Living on hot cocoa?
Pumpkin spice everything?
Well maybe…but not just yet.
What nearing the end of summer means in the Northwest is …
They do grow wild here in the mountains and when our son was little we picked them ourselves. I don’t like the aggressive bees, spiders, bear worries, or dusty feet, so after he grew up we started buying them instead.
We may have to go back to picking our own though after we were left in shock last weekend at the Farmer’s Market with a $55 price tag for a gallon ziplock bag. We used to be able to buy a gallon of huckleberries for $25-$35. Maybe that was what we will now refer to as, “the good ole’ days”.
Once we came to terms with that we opted for a half-gallon bag at $25 because $55 for berries seemed quite over indulgent and let’s be realistic, we needed to save some cash for the made to order gluten free cinnamon and sugar doughnut holes that we’re now addicted to, must have, and think about all week until the next Saturday market rolls around.
Priorities you know.
So we came home after a double order of the world’s best doughnuts and I split those purple gold nuggets up into 1/2 cup servings and hid them away in the freezer to enjoy throughout our winter. Lord knows, while it’s gray and frigid for 6 months straight and I end up asking myself (again) why we live in this town, I’ll need a reminder of summer and better days to come.
When I posted our huckleberry pancakes on Instagram last weekend I had messages from people from different parts of the country telling me they’d never had a huckleberry!

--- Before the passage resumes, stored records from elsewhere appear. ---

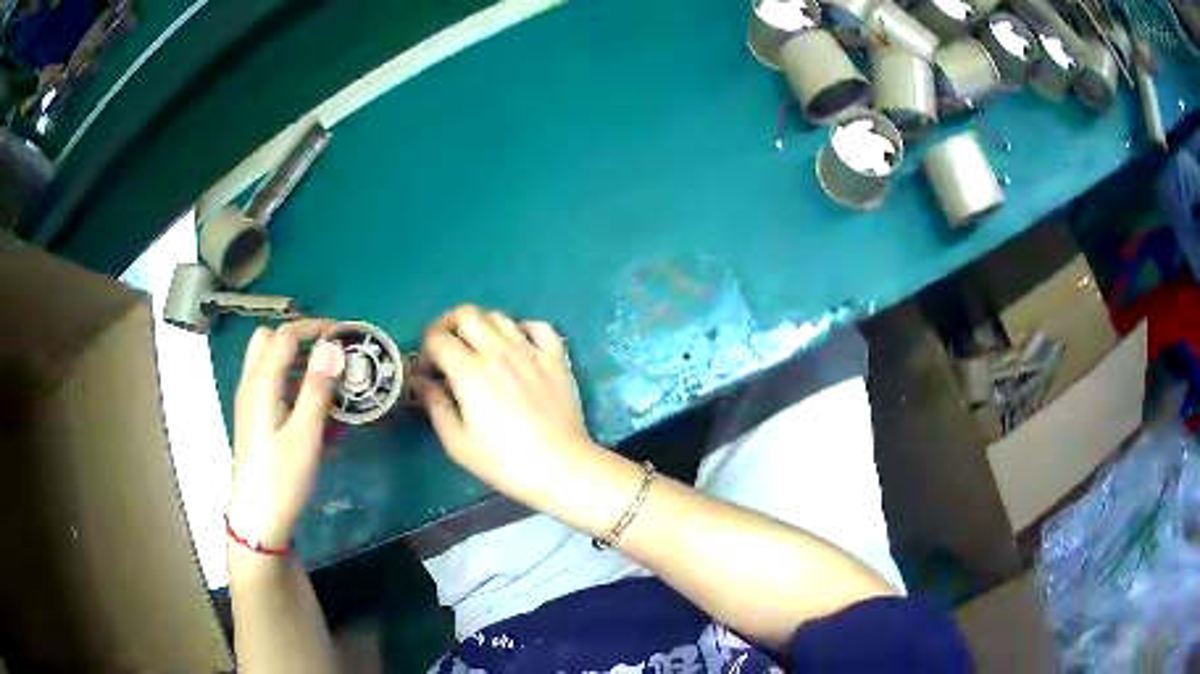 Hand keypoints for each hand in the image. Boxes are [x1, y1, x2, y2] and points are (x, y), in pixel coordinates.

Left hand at [228, 320, 344, 551]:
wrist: (258, 518)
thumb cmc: (282, 477)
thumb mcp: (305, 435)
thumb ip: (317, 389)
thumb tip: (331, 349)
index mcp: (261, 382)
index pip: (286, 335)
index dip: (314, 327)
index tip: (344, 333)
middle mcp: (251, 384)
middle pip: (269, 341)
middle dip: (300, 338)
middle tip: (329, 355)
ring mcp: (249, 401)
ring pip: (268, 362)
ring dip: (295, 360)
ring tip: (326, 380)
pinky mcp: (253, 418)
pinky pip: (270, 384)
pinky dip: (290, 381)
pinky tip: (311, 407)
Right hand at [417, 306, 598, 502]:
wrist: (561, 467)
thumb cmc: (504, 461)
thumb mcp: (457, 442)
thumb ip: (435, 406)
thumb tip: (421, 382)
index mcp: (470, 371)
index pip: (437, 338)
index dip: (424, 350)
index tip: (426, 372)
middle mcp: (499, 351)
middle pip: (466, 314)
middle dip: (447, 326)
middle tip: (446, 350)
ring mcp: (530, 351)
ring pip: (499, 316)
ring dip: (481, 326)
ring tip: (478, 350)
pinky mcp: (556, 358)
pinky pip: (538, 326)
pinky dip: (522, 329)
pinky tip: (518, 345)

If they weren’t so dang expensive I would have offered to mail each person enough to make pancakes – but that will have to wait until we win the lottery.
Huckleberries are absolutely delicious and although they look somewhat similar to a blueberry, they are very different. They’re smaller than a blueberry and have a much more intense flavor. Lightly tart but also very sweet and very fragrant. They add wonderful flavor to pancakes, crepes, waffles, muffins, pies, and are also very tasty on top of ice cream as a sauce or in home made ice cream. You can also just eat them plain, but to save your pocketbook, I would only do that when you’re up in the mountains picking them yourself.
These scones are grain free, dairy free, egg free & vegan.
*Makes 8 Triangles OR You Can Use Smaller Biscuit Cutters for More Servings
Preheat oven to 400 degrees
1/2 Cup of Coconut Flour
1/4 Cup of Chestnut Flour
1/4 Cup of Cassava Flour
2 1/2 teaspoons of Double Acting Baking Powder
1/4 teaspoon of Celtic Sea Salt
2 Tablespoons of Coconut Sugar (plus extra for sprinkling)
Zest of 2 Medium Lemons
6 Tablespoons of Dairy Free Butter (I use soy free Earth Balance)
3/4 Cup of Full Fat Coconut Milk (my favorite is the Arroy D brand)
1/4 Cup of Fresh Lemon Juice
2 teaspoons of Pure Vanilla Extract
3/4 Cup of Fresh or Frozen Huckleberries
Whisk the dry ingredients together and set aside. In a glass measuring cup add the coconut milk, lemon juice, and vanilla. Stir and let rest while you cover a baking sheet with parchment or silpat.
Add the cold dairy free butter to the dry ingredients and cut in with two knives or your fingers (that’s what I prefer) until the mixture has small chunks of butter throughout about the size of peas.
Add the wet ingredients and the huckleberries and fold it all together gently, don’t overwork the dough or your scones will be dense and heavy.
Scoop the dough onto the covered baking sheet and pat lightly into a circle. You want to pat enough that the dough holds together after baked, but not so much that you pat all of the fluff out and make them heavy.
Slice into 8 wedges and separate. Sprinkle with extra coconut sugar.
Bake (I use convection) for 20-23 minutes. Cool on the baking sheet before removing and store in a loosely covered container. Will keep for 2 days or you can wrap them well and freeze them.